__TASK PROMPT__
Retype the records that come next, word for word.

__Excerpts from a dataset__
^^^^

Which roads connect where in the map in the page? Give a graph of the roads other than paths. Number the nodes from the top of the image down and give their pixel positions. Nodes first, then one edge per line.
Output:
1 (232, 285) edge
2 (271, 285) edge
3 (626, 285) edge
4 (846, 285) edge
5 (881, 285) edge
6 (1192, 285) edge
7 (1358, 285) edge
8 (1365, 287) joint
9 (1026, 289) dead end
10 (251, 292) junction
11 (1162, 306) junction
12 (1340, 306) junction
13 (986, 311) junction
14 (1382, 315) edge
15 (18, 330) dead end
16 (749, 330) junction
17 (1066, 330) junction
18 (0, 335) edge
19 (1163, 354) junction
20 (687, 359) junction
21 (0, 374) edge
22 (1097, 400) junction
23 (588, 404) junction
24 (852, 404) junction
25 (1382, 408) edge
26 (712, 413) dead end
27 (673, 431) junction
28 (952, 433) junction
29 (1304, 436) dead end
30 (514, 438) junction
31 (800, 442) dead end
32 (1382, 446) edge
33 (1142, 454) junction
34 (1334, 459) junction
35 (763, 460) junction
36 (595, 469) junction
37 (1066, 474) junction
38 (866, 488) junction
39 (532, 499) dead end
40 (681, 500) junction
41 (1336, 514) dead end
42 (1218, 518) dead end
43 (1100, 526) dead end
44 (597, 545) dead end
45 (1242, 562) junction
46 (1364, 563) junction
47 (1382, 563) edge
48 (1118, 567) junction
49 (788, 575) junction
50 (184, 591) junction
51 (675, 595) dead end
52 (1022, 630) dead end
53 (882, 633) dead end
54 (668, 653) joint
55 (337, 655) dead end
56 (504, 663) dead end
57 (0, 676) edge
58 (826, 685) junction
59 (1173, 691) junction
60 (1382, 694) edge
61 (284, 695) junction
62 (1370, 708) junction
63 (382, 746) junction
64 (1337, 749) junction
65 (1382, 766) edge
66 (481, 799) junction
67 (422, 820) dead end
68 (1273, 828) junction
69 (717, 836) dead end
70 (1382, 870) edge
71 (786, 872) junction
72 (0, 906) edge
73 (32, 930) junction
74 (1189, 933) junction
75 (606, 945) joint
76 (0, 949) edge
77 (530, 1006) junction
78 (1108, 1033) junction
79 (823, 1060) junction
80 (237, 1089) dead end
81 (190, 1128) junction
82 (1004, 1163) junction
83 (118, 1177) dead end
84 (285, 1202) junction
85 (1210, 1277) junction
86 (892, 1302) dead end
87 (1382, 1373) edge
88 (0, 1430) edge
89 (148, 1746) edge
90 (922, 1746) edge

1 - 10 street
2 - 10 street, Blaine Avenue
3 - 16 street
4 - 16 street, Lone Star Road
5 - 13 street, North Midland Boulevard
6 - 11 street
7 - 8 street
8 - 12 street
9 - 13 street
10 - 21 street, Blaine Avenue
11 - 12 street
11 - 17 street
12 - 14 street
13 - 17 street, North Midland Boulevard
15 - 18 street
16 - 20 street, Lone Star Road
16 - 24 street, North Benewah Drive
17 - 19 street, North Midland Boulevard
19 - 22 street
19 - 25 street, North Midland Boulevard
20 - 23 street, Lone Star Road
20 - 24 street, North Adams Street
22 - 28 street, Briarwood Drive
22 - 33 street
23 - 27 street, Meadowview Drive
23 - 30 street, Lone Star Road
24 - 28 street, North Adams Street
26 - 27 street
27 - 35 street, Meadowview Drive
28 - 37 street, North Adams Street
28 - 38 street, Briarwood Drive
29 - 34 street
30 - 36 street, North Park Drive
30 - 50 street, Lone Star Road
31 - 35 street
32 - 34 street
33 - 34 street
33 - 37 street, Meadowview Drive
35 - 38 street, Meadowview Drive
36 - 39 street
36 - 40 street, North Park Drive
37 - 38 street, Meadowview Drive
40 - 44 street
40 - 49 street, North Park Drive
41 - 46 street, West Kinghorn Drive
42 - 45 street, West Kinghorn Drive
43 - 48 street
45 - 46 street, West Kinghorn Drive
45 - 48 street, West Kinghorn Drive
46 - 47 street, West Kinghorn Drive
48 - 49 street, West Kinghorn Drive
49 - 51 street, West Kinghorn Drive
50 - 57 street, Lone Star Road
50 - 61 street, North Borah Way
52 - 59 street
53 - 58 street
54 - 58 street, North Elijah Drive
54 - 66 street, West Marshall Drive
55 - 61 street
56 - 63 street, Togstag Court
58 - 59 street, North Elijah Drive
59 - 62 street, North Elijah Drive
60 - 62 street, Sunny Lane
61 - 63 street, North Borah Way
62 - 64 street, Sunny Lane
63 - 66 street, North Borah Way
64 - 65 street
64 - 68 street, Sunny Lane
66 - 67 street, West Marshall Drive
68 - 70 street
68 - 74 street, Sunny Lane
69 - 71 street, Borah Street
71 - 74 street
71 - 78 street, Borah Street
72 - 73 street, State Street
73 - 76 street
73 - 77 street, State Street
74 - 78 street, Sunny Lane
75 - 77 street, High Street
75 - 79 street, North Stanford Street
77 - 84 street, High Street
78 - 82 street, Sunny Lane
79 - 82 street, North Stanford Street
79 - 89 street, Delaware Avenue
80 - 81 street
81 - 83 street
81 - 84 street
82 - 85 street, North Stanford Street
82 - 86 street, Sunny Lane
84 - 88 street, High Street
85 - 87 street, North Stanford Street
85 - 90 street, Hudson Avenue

^^^^

__OUTPUT OF THE TASK__
Which roads connect where in the map in the page? Give a graph of the roads other than paths. Number the nodes from the top of the image down and give their pixel positions. Nodes first, then one edge per line.
Output:
1 (232, 285) edge
2 (271, 285) edge
3 (626, 285) edge
4 (846, 285) edge
5 (881, 285) edge
6 (1192, 285) edge
7 (1358, 285) edge
8 (1365, 287) joint
9 (1026, 289) dead end
10 (251, 292) junction
11 (1162, 306) junction
12 (1340, 306) junction
13 (986, 311) junction
14 (1382, 315) edge
15 (18, 330) dead end
16 (749, 330) junction
17 (1066, 330) junction
18 (0, 335) edge
19 (1163, 354) junction
20 (687, 359) junction
21 (0, 374) edge
22 (1097, 400) junction
23 (588, 404) junction
24 (852, 404) junction
25 (1382, 408) edge
26 (712, 413) dead end
27 (673, 431) junction
28 (952, 433) junction
29 (1304, 436) dead end
30 (514, 438) junction
31 (800, 442) dead end
32 (1382, 446) edge
33 (1142, 454) junction
34 (1334, 459) junction
35 (763, 460) junction
36 (595, 469) junction
37 (1066, 474) junction
38 (866, 488) junction
39 (532, 499) dead end
40 (681, 500) junction
41 (1336, 514) dead end
42 (1218, 518) dead end
43 (1100, 526) dead end
44 (597, 545) dead end
45 (1242, 562) junction
46 (1364, 563) junction
47 (1382, 563) edge
48 (1118, 567) junction
49 (788, 575) junction
50 (184, 591) junction
51 (675, 595) dead end
52 (1022, 630) dead end
53 (882, 633) dead end
54 (668, 653) joint
55 (337, 655) dead end
56 (504, 663) dead end
57 (0, 676) edge
58 (826, 685) junction
59 (1173, 691) junction
60 (1382, 694) edge
61 (284, 695) junction
62 (1370, 708) junction
63 (382, 746) junction
64 (1337, 749) junction
65 (1382, 766) edge
66 (481, 799) junction
67 (422, 820) dead end
68 (1273, 828) junction
69 (717, 836) dead end
70 (1382, 870) edge
71 (786, 872) junction
72 (0, 906) edge
73 (32, 930) junction
74 (1189, 933) junction
75 (606, 945) joint
76 (0, 949) edge
77 (530, 1006) junction
78 (1108, 1033) junction
79 (823, 1060) junction
80 (237, 1089) dead end
81 (190, 1128) junction
82 (1004, 1163) junction
83 (118, 1177) dead end
84 (285, 1202) junction
85 (1210, 1277) junction
86 (892, 1302) dead end
87 (1382, 1373) edge
88 (0, 1430) edge
89 (148, 1746) edge
90 (922, 1746) edge

1 - 10 street
2 - 10 street, Blaine Avenue
3 - 16 street
4 - 16 street, Lone Star Road
5 - 13 street, North Midland Boulevard
6 - 11 street
7 - 8 street
8 - 12 street
9 - 13 street
10 - 21 street, Blaine Avenue
11 - 12 street
11 - 17 street
12 - 14 street
13 - 17 street, North Midland Boulevard
15 - 18 street
16 - 20 street, Lone Star Road
16 - 24 street, North Benewah Drive
17 - 19 street, North Midland Boulevard
19 - 22 street
19 - 25 street, North Midland Boulevard
20 - 23 street, Lone Star Road
20 - 24 street, North Adams Street
22 - 28 street, Briarwood Drive
22 - 33 street
23 - 27 street, Meadowview Drive
23 - 30 street, Lone Star Road
24 - 28 street, North Adams Street
26 - 27 street
27 - 35 street, Meadowview Drive
28 - 37 street, North Adams Street
28 - 38 street, Briarwood Drive
29 - 34 street
30 - 36 street, North Park Drive
30 - 50 street, Lone Star Road
31 - 35 street
32 - 34 street
33 - 34 street
33 - 37 street, Meadowview Drive
35 - 38 street, Meadowview Drive
36 - 39 street
36 - 40 street, North Park Drive
37 - 38 street, Meadowview Drive
40 - 44 street
40 - 49 street, North Park Drive
41 - 46 street, West Kinghorn Drive
42 - 45 street, West Kinghorn Drive
43 - 48 street
45 - 46 street, West Kinghorn Drive
45 - 48 street, West Kinghorn Drive
46 - 47 street, West Kinghorn Drive
48 - 49 street, West Kinghorn Drive
49 - 51 street, West Kinghorn Drive
50 - 57 street, Lone Star Road
50 - 61 street, North Borah Way
52 - 59 street
53 - 58 street
54 - 58 street, North Elijah Drive
54 - 66 street, West Marshall Drive
55 - 61 street
56 - 63 street, Togstag Court
58 - 59 street, North Elijah Drive
59 - 62 street, North Elijah Drive
60 - 62 street, Sunny Lane
61 - 63 street, North Borah Way
62 - 64 street, Sunny Lane
63 - 66 street, North Borah Way
64 - 65 street
64 - 68 street, Sunny Lane
66 - 67 street, West Marshall Drive
68 - 70 street
68 - 74 street, Sunny Lane
69 - 71 street, Borah Street
71 - 74 street
71 - 78 street, Borah Street
72 - 73 street, State Street
73 - 76 street
73 - 77 street, State Street
74 - 78 street, Sunny Lane
75 - 77 street, High Street
75 - 79 street, North Stanford Street
77 - 84 street, High Street
78 - 82 street, Sunny Lane
79 - 82 street, North Stanford Street
79 - 89 street, Delaware Avenue
80 - 81 street
81 - 83 street
81 - 84 street
82 - 85 street, North Stanford Street
82 - 86 street, Sunny Lane
84 - 88 street, High Street
85 - 87 street, North Stanford Street
85 - 90 street, Hudson Avenue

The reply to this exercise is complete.